§ **TASK PROMPT**: Using the listing below, print exactly everything from the line with "wrist: (791, 435)" down to the line with "ring pip: (685, 307)", both included, and nothing more.

§ **SOURCE RECORDS**:
——
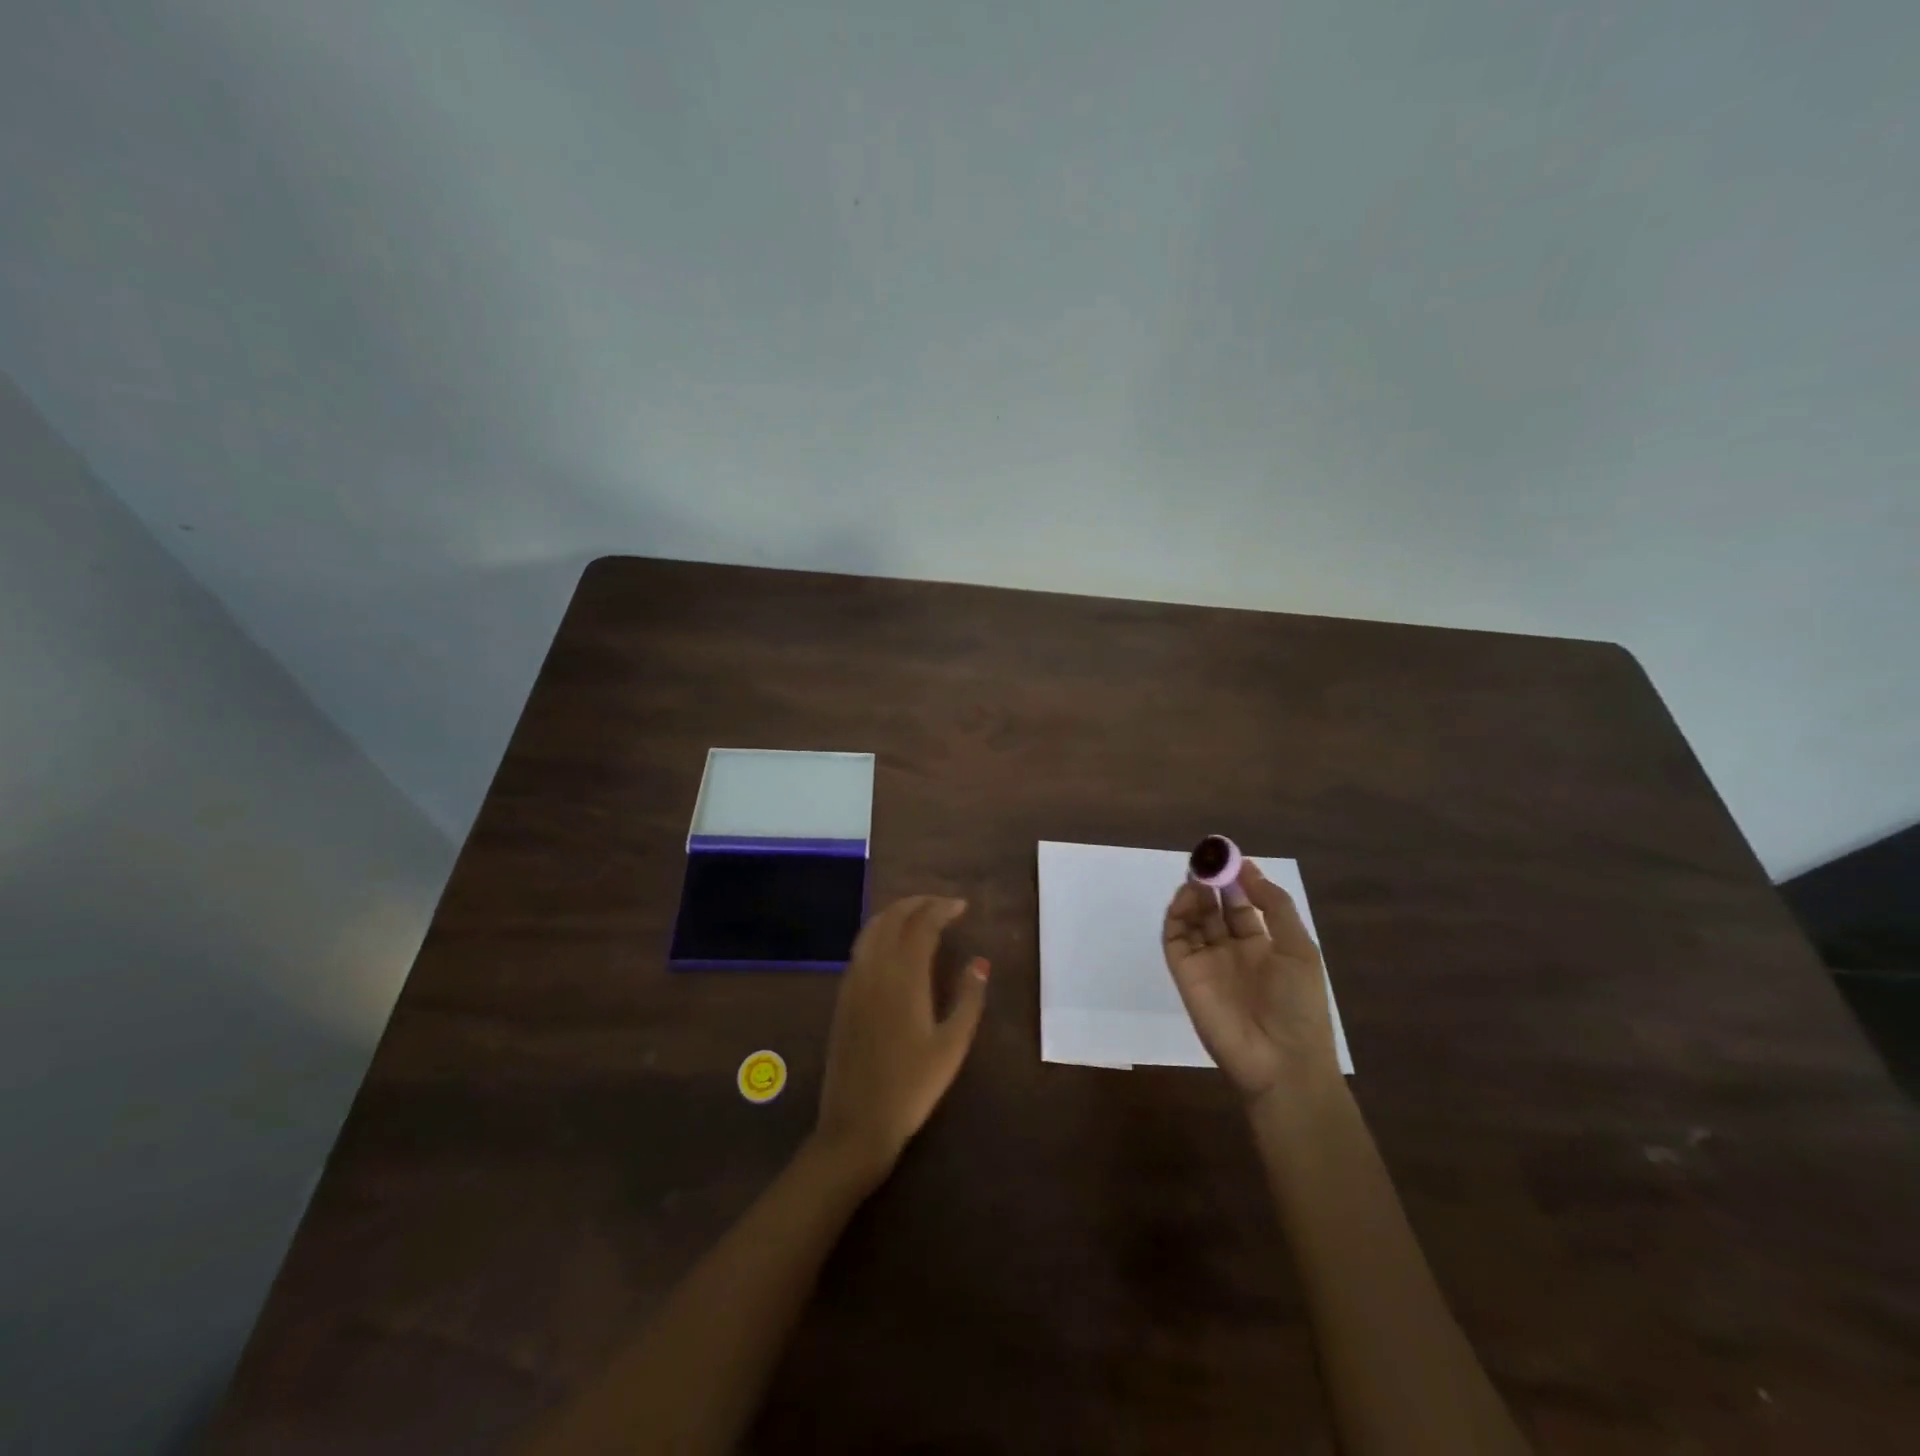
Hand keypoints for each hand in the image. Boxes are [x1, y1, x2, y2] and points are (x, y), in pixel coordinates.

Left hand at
——
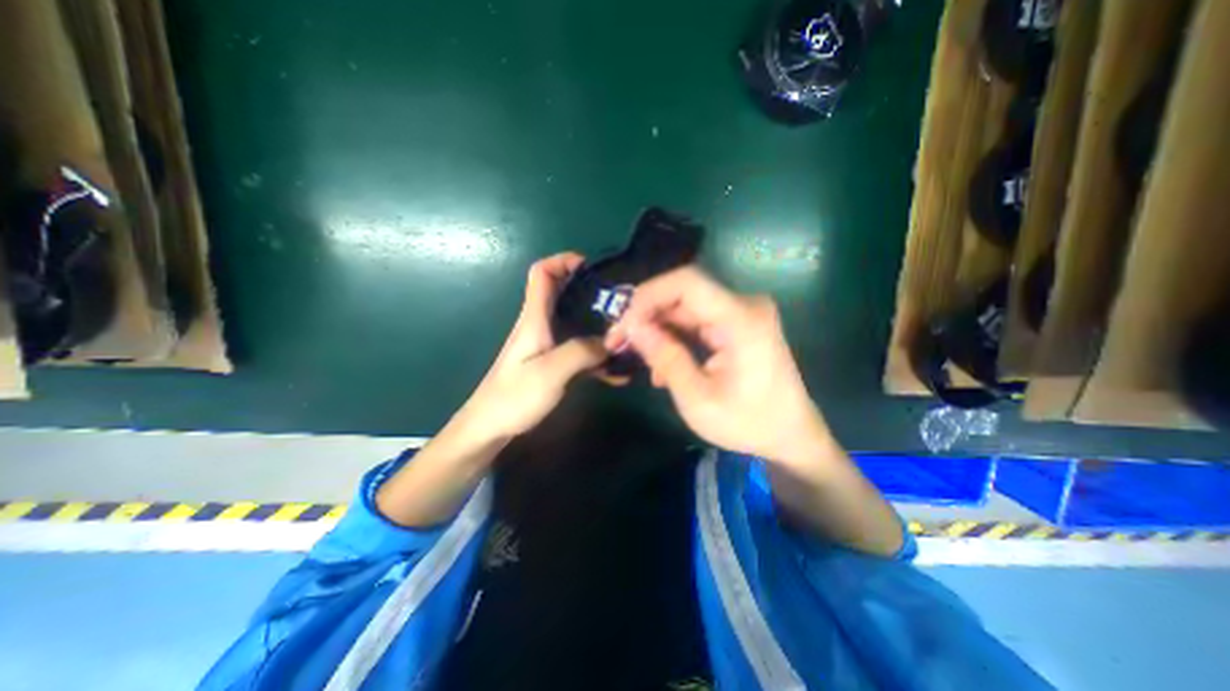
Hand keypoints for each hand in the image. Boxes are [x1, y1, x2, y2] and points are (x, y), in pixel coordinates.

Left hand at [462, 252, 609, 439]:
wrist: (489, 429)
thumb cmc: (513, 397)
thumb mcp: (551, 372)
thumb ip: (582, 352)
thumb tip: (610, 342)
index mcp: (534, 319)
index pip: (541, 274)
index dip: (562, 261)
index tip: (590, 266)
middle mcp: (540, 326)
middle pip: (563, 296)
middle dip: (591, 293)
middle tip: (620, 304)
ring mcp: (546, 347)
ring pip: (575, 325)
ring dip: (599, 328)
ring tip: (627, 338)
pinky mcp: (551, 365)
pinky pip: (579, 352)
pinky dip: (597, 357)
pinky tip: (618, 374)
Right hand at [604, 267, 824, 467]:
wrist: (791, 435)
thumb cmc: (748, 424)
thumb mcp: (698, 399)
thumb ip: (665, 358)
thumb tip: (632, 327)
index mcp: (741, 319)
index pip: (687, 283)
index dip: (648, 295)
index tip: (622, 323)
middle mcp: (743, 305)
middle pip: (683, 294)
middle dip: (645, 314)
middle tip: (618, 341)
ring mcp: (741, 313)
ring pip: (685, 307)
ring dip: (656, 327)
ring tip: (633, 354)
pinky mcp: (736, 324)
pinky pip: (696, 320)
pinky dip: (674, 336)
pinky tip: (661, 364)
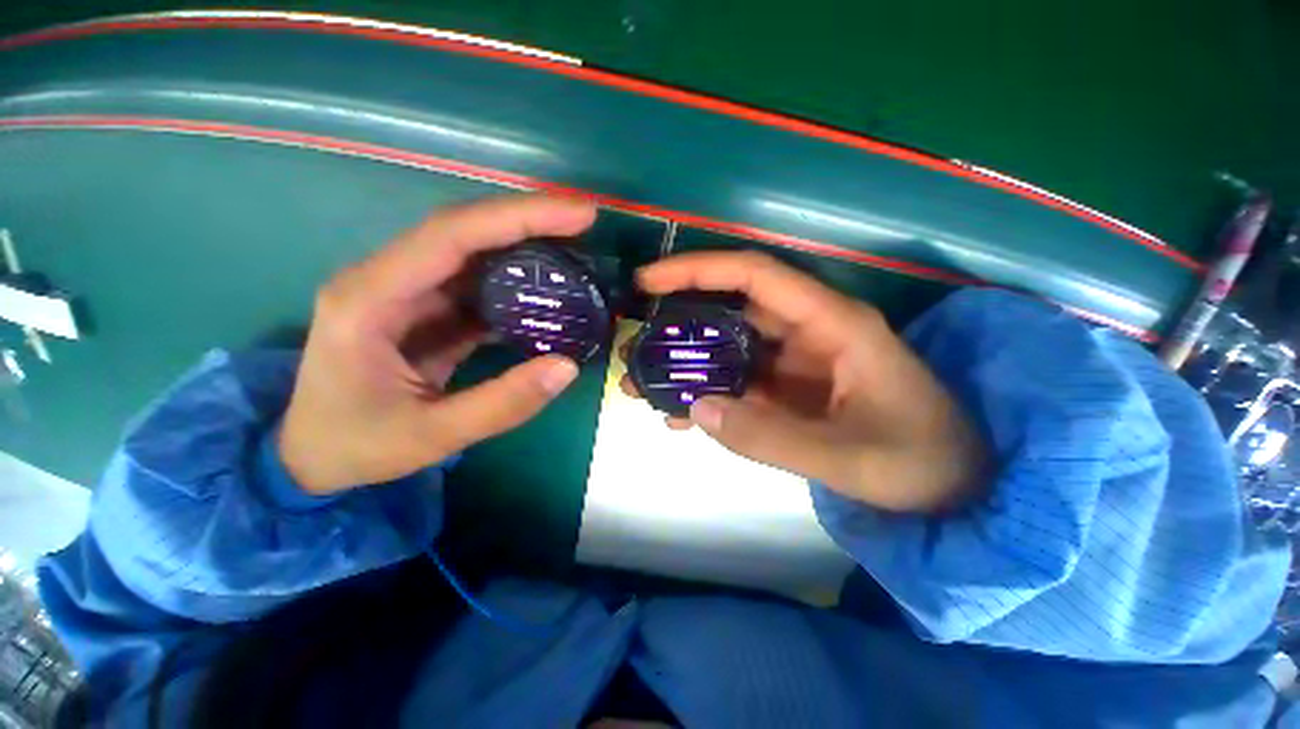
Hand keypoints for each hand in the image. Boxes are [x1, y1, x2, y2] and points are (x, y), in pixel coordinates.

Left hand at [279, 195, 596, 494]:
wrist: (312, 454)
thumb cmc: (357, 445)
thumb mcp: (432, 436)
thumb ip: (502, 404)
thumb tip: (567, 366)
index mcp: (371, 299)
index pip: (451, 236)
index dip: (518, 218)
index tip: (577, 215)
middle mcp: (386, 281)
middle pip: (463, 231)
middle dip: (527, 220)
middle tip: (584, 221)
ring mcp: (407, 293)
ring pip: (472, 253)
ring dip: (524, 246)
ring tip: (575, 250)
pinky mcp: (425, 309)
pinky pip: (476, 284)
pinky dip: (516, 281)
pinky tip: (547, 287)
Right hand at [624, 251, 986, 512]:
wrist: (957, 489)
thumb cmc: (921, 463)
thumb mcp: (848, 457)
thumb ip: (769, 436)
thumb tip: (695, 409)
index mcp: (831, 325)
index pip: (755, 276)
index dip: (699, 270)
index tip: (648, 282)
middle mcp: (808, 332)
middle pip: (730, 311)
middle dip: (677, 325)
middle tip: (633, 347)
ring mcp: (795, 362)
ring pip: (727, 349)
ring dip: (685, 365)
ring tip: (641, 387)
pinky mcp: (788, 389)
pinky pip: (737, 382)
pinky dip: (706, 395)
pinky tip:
——
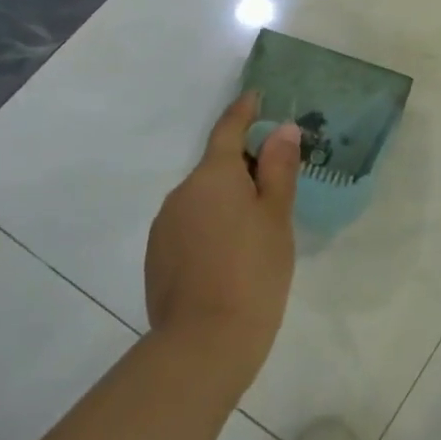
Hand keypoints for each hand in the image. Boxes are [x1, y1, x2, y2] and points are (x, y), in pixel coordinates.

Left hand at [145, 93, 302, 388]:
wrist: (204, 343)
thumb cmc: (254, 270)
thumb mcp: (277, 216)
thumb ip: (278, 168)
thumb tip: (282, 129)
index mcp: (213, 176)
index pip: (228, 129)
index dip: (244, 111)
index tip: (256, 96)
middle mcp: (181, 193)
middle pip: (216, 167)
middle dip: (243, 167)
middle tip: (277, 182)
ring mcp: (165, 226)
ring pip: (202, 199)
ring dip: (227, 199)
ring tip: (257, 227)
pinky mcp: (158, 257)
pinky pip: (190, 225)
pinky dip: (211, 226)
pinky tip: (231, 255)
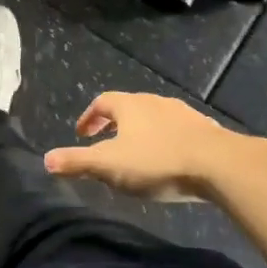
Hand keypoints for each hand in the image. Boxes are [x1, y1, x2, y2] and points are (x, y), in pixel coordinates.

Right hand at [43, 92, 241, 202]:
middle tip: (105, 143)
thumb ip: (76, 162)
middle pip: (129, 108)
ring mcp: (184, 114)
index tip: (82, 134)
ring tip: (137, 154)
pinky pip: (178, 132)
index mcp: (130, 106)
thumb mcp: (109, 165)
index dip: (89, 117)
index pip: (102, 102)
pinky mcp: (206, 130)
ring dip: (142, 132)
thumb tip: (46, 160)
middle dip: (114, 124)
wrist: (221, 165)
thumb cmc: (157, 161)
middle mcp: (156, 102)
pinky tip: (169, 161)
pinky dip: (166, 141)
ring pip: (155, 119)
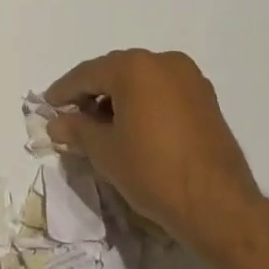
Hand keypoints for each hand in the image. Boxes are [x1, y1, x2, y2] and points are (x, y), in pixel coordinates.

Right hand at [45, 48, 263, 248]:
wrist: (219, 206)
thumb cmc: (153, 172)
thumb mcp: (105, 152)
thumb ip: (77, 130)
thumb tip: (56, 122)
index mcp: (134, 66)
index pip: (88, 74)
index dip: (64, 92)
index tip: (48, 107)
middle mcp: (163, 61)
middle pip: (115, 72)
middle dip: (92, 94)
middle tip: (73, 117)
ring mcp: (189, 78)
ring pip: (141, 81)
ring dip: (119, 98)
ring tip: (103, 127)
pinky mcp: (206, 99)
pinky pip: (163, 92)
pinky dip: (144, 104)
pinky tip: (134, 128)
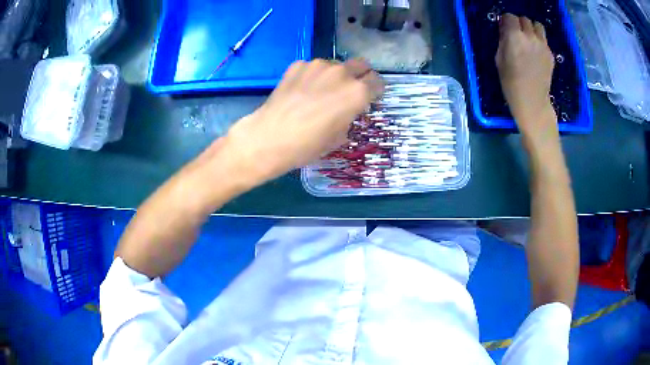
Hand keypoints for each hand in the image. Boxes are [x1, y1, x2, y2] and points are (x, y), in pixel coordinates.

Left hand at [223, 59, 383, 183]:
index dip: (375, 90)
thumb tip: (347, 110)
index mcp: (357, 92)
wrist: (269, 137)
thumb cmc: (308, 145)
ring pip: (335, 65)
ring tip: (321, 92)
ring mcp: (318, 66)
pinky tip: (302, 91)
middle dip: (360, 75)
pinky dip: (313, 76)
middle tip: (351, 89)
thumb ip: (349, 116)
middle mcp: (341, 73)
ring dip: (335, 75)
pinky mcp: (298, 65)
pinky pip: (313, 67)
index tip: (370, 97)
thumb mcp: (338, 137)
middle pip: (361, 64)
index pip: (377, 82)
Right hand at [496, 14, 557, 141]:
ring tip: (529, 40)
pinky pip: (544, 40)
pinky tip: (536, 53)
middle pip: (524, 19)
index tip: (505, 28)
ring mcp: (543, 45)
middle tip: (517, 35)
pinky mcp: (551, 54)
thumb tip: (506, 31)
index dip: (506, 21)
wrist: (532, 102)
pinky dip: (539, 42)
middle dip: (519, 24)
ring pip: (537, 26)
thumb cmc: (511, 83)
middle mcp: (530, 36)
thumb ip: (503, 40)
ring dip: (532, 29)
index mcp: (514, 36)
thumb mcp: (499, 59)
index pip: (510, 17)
——
§ **WORKED SOLUTION**:
wrist: (791, 435)
thumb cmc: (748, 424)
thumb mcp: (698, 399)
thumb ip: (665, 358)
thumb tip: (632, 327)
index mcp: (741, 319)
index pip: (687, 283)
index dip: (648, 295)
index tip: (622, 323)
middle mcp: (743, 305)
middle pip: (683, 294)
middle dip: (645, 314)
middle tip: (618, 341)
ring mcp: (741, 313)
ring pip: (685, 307)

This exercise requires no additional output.